And today, I am going to teach you how to write a professional resume. So, I made a great presentation for you. Let’s dive right into it.
So, there are three steps you need to consider when writing a resume. The first one is figuring out your format and the layout that you are going to use. The second one is nailing your Resume Header. And then, the third one is completing your resume sections, which is the most important thing. But let’s start from the beginning.
Your format and layout. There are three main resume formats. The first one is Chronological. Here you want to write your most recent job experience and then, move backwards. The same goes for Education, your Professional Certificates, Achievements, and all the other sections. The second one is a Skill-Based or Functional Template.
These are really good for graduates or for people that are doing a career change and want to put the focus on their skills. And then, the third one is a combination of the two. Of course, named Combined. And it can be used in some specific cases.

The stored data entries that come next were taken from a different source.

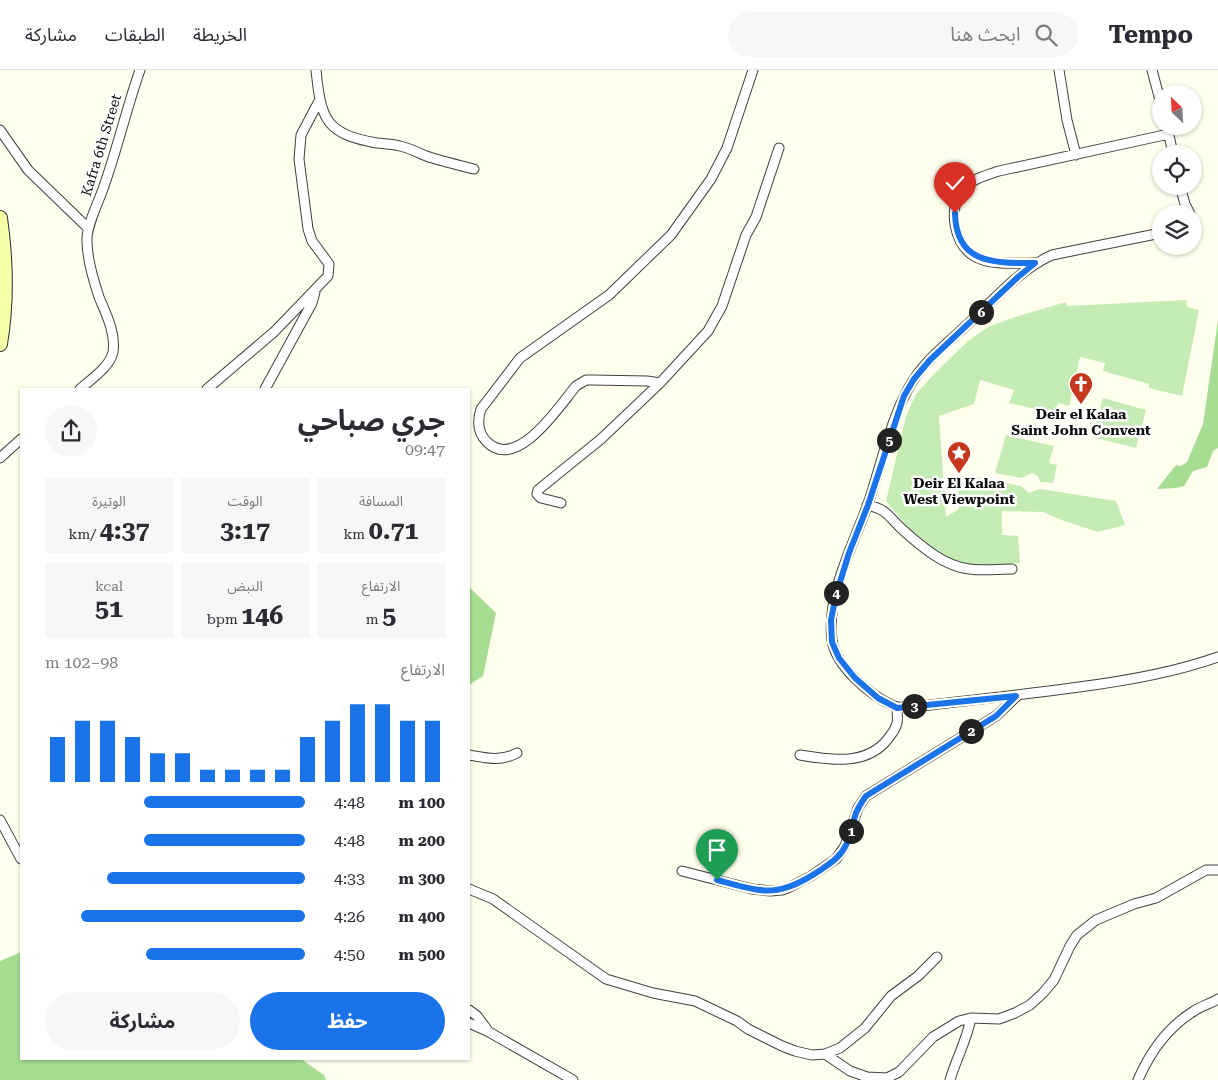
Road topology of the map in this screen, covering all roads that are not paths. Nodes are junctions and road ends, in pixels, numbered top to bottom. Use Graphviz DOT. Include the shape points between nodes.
graph roads {
  1 [pos="140,70"];
  2 [pos="316,70"];
  3 [pos="753,70"];
  4 [pos="1059,70"];
  5 [pos="1152,70"];
  6 [pos="1156,85"];
  7 [pos="319,101"];
  8 [pos="0,130"];
  9 [pos="1152,134"];
  10 [pos="779,148"];
  11 [pos="1076,155"];
  12 [pos="474,169"];
  13 [pos="1182,195"];
  14 [pos="1185,204"];
  15 [pos="0,218"];
  16 [pos="88,228"];
  17 [pos="1152,235"];
  18 [pos="1035,263"];
  19 [pos="316,287"];
  20 [pos="0,344"];
  21 [pos="660,383"];
  22 [pos="81,388"];
  23 [pos="208,388"];
  24 [pos="267,388"];
  25 [pos="20,440"];
  26 [pos="0,458"];
  27 [pos="561,503"];
  28 [pos="868,505"];
  29 [pos="1012,569"];
  30 [pos="1218,658"];
  31 [pos="1016,696"];
  32 [pos="897,708"];
  33 [pos="517,753"];
  34 [pos="470,755"];
  35 [pos="800,755"];
  36 [pos="0,820"];
  37 [pos="20,857"];
  38 [pos="1218,870"];
  39 [pos="682,871"];
  40 [pos="470,889"];
  41 [pos="937,957"];
  42 [pos="1218,998"];
  43 [pos="470,1011"];
  44 [pos="972,1018"];
  45 [pos="470,1023"];
  46 [pos="489,1032"];
  47 [pos="825,1054"];
  48 [pos="573,1080"];
  49 [pos="950,1080"];
  50 [pos="1138,1080"];
  1 -- 16 [label="street, Kafra 6th Street"];
  2 -- 7 [label="street"];
  3 -- 21 [label="street" via="728,148 712,179 677,228 609,296 520,358 481,409 479,429 491,445 509,450 530,438 550,420 581,383 592,380"];
  4 -- 11 [label="street" via="1066,120"];
  5 -- 6 [label="street"];
  7 -- 12 [label="street" via="332,127 343,134 358,140 400,146"];
  7 -- 19 [label="street" via="299,144 308,228 312,241 329,264 328,276"];
  8 -- 16 [label="street" via="28,170"];
  9 -- 11 [label="street"];
  10 -- 21 [label="street" via="722,306 708,331"];
  11 -- 18 [label="street" via="986,175 973,181 957,200 955,224 958,235 974,256 1002,262"];
  13 -- 14 [label="street"];
  15 -- 20 [label="main road" via="6,293"];
  16 -- 22 [label="street" via="89,256 98,295 111,328 113,353"];
  17 -- 18 [label="street" via="1052,255"];
  18 -- 28 [label="street" via="930,360 914,379 901,405"];
  19 -- 23 [label="street" via="274,332"];
  19 -- 24 [label="street" via="312,303"];
  21 -- 27 [label="street" via="601,439 538,490 540,498"];
  25 -- 26 [label="street"];
  28 -- 29 [label="street" via="881,508 920,545 946,562 969,569"];
  28 -- 32 [label="street" via="836,595 831,620 832,642 839,658 855,678 878,698"];
  30 -- 31 [label="street" via="1142,678"];
  31 -- 32 [label="street"];
  31 -- 39 [label="street" via="996,716 866,796 856,813 846,846 836,859 805,880 782,890 770,891"];
  32 -- 35 [label="street" via="898,723 882,746 874,751 853,759 838,760"];
  33 -- 34 [label="street" via="496,759"];
  36 -- 37 [label="street"];
  38 -- 44 [label="street" via="1206,870 1156,898 1096,920 1077,935 1054,980 1030,1005 999,1019"];
  40 -- 47 [label="street" via="493,899 606,979 695,1001 782,1046 812,1055"];
  41 -- 47 [label="street" via="892,996 865,1028 840,1048"];
  42 -- 50 [label="street" via="1196,1009 1167,1032"];
  43 -- 46 [label="street"];
  44 -- 47 [label="street" via="959,1020 940,1032 899,1072 887,1078 867,1077 850,1071"];
  44 -- 49 [label="street"];
  45 -- 46 [label="street"];
  46 -- 48 [label="street"];
}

But in 90 percent of the cases, you want to go with the Chronological format, because this is the resume format that recruiters and employers all around the world are used to. Now, let’s move to the second part.
The Header, which is the top part of your resume. In the Header, there is some must-have information that you need to include at all times. These are: your first and last name, your phone number, your email address, your location. Here in the location, remember to include only the city and the country, and then, job title.
There is also some optional information that you might consider including in your header. Such as your LinkedIn URL, relevant social media, your website, if you have one, or a blog, or even a portfolio. Here you can see an example of a professional resume Header.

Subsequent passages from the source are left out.